> **RECORDS PROVIDED**:
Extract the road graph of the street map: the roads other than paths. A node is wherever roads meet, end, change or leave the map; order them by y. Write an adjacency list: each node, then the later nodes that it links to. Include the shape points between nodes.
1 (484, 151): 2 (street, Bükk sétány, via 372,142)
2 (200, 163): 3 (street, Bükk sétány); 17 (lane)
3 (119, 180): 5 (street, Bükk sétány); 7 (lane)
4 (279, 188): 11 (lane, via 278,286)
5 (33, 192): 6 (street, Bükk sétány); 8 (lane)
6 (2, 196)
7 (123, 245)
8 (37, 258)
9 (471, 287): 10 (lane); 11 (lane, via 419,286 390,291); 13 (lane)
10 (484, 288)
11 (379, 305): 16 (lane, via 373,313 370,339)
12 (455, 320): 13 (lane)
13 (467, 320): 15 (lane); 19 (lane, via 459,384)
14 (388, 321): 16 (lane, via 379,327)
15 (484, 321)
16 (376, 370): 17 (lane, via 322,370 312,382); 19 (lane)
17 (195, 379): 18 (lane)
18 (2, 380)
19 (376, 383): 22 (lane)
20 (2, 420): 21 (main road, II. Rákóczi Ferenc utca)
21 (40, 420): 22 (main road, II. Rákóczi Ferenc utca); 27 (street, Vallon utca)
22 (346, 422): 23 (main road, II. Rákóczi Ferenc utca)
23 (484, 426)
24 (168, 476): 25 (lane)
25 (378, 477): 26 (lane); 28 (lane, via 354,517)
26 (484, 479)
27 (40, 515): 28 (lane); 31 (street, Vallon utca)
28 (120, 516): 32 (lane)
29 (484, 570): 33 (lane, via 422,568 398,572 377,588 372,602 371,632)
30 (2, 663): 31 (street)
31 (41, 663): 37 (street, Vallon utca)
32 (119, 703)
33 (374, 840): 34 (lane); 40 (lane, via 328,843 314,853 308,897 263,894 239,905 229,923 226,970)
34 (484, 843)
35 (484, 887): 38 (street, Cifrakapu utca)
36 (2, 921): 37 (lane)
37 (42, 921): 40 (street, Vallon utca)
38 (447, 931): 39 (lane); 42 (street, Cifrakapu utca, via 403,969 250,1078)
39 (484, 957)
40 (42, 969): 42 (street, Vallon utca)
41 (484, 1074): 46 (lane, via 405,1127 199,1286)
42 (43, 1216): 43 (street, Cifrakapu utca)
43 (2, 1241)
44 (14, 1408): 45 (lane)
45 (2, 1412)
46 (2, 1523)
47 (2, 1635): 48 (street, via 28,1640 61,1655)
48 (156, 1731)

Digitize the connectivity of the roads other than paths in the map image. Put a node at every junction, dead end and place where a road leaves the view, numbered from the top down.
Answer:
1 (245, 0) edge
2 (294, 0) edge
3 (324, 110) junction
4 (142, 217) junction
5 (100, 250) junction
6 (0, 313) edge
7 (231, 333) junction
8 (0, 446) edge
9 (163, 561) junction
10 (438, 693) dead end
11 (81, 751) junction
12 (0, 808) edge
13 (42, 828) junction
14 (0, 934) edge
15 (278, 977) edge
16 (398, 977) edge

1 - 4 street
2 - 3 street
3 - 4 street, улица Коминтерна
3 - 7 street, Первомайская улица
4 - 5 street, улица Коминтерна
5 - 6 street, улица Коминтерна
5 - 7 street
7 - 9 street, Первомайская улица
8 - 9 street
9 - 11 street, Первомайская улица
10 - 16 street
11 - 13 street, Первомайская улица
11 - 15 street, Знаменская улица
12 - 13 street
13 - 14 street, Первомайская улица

> **BRIEF**: Give the number of lines in the listing that hold the string "roads", and supply nothing further.

> **WRITTEN ANSWER**: 2